● Task objective
Which lines in the records below mention the word "Mandir"? Copy each one out.

● Saved data entries
#####

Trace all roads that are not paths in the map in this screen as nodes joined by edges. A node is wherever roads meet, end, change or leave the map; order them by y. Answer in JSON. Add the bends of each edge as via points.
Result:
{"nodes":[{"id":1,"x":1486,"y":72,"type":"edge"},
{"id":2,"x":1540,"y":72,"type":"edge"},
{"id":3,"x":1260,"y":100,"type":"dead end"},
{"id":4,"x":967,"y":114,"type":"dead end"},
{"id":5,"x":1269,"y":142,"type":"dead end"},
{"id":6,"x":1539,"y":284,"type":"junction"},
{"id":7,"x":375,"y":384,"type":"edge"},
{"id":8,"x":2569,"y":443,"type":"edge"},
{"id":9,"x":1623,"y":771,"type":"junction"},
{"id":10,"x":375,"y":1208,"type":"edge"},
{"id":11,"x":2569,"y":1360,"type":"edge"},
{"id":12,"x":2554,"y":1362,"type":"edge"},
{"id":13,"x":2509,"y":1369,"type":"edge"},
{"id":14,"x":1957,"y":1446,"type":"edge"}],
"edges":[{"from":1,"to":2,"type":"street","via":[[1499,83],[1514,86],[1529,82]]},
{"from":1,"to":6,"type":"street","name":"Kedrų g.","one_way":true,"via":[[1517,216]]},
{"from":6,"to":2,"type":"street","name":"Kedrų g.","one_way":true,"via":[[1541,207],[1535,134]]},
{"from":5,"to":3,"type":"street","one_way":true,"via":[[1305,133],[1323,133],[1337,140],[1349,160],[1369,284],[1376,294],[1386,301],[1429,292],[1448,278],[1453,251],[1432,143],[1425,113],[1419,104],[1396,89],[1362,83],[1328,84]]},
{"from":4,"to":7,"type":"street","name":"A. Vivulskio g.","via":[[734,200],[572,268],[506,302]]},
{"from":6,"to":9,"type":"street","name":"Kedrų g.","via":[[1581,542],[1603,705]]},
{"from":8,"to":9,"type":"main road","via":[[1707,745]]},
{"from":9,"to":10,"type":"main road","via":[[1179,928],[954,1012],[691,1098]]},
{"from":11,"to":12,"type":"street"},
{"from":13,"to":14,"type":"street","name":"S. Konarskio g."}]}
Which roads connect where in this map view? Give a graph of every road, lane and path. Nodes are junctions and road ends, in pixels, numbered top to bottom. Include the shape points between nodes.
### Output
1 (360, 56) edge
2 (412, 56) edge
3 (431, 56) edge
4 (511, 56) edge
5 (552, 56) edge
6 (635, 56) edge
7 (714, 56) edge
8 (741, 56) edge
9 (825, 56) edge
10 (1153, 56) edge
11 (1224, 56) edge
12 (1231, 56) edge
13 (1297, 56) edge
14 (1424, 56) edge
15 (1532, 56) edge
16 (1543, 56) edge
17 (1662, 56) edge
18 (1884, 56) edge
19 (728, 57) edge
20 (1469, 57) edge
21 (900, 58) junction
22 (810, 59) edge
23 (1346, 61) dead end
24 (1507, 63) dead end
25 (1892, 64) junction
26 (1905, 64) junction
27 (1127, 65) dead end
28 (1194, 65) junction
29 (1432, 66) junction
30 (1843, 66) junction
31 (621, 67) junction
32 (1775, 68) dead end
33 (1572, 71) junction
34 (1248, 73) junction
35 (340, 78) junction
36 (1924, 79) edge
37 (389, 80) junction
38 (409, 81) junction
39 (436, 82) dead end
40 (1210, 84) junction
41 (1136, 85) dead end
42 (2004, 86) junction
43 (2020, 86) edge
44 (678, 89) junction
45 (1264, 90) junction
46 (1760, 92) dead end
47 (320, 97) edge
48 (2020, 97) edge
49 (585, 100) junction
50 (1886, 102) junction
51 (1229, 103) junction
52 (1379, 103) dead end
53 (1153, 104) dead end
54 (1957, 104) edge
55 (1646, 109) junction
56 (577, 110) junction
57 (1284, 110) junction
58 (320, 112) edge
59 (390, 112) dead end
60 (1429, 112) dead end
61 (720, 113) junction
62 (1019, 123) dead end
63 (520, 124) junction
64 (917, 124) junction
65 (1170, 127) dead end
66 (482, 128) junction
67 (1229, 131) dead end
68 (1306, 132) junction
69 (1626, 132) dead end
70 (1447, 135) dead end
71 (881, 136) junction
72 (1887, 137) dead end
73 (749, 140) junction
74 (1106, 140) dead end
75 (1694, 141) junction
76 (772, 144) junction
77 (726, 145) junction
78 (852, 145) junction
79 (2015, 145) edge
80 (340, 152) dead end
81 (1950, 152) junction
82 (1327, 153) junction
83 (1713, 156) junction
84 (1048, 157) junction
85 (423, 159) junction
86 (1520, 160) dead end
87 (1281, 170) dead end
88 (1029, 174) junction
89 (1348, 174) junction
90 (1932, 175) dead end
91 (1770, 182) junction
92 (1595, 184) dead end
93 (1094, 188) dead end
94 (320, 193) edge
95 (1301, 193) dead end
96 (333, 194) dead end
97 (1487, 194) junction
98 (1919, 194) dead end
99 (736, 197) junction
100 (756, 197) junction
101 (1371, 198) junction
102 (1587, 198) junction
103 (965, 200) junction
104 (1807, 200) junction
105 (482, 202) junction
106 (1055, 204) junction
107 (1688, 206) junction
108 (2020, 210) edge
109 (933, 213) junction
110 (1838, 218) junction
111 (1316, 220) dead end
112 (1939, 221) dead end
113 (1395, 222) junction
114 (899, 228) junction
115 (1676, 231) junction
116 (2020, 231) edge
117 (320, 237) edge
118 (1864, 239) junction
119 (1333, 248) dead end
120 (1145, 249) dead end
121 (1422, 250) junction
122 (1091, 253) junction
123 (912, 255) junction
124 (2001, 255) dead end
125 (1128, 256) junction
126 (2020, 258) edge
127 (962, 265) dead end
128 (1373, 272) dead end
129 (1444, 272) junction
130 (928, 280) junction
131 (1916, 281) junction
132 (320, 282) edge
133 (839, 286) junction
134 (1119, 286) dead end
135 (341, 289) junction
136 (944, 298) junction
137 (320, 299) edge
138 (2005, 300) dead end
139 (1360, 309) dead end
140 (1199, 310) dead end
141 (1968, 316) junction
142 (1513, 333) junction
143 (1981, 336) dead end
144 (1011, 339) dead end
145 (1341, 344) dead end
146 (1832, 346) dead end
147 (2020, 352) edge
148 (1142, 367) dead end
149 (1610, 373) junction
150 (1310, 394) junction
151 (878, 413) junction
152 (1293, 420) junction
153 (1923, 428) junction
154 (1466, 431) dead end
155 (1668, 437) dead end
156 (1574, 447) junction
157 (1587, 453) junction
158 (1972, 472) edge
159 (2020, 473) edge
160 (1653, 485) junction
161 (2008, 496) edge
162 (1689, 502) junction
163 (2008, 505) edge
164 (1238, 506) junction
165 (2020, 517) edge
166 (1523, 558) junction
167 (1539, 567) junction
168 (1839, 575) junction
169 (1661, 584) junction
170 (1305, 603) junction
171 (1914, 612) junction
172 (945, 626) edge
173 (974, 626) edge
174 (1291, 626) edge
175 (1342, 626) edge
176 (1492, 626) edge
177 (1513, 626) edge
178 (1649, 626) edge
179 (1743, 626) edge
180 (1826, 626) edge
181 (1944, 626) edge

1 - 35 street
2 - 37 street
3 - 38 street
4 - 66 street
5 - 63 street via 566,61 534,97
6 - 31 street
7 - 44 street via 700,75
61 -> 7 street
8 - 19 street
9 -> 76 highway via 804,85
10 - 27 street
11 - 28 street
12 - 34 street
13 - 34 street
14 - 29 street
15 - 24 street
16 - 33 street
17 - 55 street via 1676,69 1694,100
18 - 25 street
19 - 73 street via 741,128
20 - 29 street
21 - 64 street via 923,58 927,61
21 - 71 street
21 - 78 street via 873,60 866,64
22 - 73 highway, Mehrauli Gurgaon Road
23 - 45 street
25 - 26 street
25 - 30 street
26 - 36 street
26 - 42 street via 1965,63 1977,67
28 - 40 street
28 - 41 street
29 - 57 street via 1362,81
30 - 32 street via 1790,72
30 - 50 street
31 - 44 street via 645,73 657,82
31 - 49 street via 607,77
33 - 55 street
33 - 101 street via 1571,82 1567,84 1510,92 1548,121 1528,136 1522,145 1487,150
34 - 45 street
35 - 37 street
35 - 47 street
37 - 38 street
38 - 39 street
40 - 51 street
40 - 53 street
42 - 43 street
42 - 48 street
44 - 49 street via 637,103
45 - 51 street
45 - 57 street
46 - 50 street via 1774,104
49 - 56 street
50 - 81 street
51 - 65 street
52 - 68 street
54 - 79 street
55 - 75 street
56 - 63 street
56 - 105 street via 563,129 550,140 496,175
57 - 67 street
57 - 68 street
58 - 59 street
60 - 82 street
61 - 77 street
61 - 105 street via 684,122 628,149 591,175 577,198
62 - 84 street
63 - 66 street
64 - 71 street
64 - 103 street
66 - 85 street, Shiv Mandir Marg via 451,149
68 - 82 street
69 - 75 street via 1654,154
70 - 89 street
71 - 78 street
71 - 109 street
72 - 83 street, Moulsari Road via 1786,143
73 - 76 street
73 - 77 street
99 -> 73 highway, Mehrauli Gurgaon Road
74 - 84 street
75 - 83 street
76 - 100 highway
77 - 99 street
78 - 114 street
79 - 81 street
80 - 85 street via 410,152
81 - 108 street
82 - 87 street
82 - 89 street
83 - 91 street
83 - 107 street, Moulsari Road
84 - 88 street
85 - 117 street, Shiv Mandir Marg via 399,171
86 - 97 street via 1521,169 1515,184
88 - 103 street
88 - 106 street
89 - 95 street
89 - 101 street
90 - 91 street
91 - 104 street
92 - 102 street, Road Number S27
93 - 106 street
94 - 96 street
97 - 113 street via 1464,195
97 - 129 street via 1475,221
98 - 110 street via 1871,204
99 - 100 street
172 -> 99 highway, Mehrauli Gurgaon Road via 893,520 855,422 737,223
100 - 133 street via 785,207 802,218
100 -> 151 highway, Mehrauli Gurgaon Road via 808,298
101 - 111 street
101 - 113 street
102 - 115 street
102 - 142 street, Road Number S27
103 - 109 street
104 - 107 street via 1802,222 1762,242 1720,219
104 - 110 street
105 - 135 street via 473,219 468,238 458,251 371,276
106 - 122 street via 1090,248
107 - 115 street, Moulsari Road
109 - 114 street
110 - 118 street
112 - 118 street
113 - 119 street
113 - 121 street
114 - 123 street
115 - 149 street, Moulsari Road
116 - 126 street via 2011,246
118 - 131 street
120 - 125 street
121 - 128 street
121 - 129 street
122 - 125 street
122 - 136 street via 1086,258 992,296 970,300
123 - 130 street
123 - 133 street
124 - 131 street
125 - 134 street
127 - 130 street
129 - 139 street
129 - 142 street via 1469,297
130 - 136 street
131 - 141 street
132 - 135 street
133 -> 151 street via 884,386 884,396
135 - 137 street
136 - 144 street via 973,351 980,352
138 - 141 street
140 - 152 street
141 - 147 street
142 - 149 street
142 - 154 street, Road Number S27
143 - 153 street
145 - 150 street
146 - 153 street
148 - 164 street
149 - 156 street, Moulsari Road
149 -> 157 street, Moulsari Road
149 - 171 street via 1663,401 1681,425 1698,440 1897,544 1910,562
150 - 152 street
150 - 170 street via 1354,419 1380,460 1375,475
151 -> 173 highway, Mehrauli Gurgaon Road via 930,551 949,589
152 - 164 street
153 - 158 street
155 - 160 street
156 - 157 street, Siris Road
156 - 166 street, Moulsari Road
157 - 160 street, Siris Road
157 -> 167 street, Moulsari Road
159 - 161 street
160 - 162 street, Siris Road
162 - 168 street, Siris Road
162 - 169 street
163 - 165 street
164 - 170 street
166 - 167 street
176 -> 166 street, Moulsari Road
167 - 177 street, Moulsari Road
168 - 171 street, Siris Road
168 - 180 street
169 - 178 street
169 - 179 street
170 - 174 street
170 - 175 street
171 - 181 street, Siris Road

#####

● Reply to the exercise
66 - 85 street, Shiv Mandir Marg via 451,149
85 - 117 street, Shiv Mandir Marg via 399,171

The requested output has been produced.